Warrior: How to Support Those that Protect Us

"I stand behind Shauna Springer and her work. She understands the importance of Tribe and has valuable insights to share."

Sebastian Junger
Best-selling author of the books Tribe and War

The story goes that a boy of Sparta stole a fox and concealed it under his cloak. As he was sitting in the classroom, surrounded by other students and instructors, the fox began to eat his mid-section. The boy sat without moving – in plain view of lots of people - while the fox continued to hollow out his stomach, until finally, without a cry of pain, he suddenly dropped dead. The legend of the boy of Sparta has been used to illustrate the value the Spartan culture placed on stoicism, in other words, suffering in silence. But I think the story is actually about shame. In fact, in Gates of Fire, a depiction of the Spartans and the epic Battle of Thermopylae, author Steven Pressfield artfully alludes to the proverbial fox when speaking of “the secret shame of the warrior: the knowledge within his own heart that he could have done better, done more, done it more swiftly or with less self-preserving hesitation; this censure…gnawed unspoken and unrelieved at the men’s guts.”[1]

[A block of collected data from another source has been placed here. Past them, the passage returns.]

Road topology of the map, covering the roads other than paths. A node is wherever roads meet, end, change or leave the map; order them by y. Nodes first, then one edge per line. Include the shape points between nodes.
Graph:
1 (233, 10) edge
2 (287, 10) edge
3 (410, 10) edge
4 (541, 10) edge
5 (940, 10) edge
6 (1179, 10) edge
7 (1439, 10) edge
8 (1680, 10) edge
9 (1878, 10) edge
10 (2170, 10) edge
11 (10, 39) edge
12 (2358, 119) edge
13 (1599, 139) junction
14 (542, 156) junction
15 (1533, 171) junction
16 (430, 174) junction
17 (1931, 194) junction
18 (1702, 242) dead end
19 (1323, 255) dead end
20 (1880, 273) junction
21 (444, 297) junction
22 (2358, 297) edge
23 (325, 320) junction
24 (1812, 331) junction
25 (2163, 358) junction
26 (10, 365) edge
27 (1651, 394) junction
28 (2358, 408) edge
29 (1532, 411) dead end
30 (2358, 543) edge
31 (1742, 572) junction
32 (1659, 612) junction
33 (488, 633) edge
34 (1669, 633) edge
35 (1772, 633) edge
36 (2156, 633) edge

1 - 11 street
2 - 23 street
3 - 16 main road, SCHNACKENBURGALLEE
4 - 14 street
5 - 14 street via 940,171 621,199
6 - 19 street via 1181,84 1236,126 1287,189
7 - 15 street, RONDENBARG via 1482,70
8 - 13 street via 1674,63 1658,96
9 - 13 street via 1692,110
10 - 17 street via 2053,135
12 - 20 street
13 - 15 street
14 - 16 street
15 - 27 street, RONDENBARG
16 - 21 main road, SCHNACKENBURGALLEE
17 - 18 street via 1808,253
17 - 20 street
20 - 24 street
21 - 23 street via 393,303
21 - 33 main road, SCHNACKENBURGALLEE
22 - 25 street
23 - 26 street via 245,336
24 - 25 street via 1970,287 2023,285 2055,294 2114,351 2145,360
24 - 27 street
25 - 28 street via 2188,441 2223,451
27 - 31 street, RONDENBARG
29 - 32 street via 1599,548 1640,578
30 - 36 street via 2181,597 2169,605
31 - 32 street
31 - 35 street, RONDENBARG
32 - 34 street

Hidden pain is like a hungry fox in our gut. It can silently, steadily hollow us out over time. Suffering in silence can be dangerous, even lethal in some cases. As a society, we are fighting a war against hopelessness, a war that is both widely publicized and intensely private. Each year, we lose more citizens to suicide than to car accidents, homicide, or hostile acts of war. Hidden pain affects all of us, including many of the strongest citizens in our society – our combat warfighters. Warrior brings the worlds of the warrior and the non-military American citizen together to shine new light on things that many of us thought we understood: for example, how to build trust, how to overcome stigma, how to approach conversations about firearm safety, how to understand the suicidal mind, and how to create a meaningful existence. Shauna Springer (known to many veterans as “Doc Springer”) offers us a window into how our bravest citizens may struggle and draws from the experiences of our warfighters to help us understand true courage and the bonds of love that keep all of us in the fight. 



[1] Pressfield, Steven. 1998. Gates of Fire. Bantam Books, New York, NY (p. 147-148).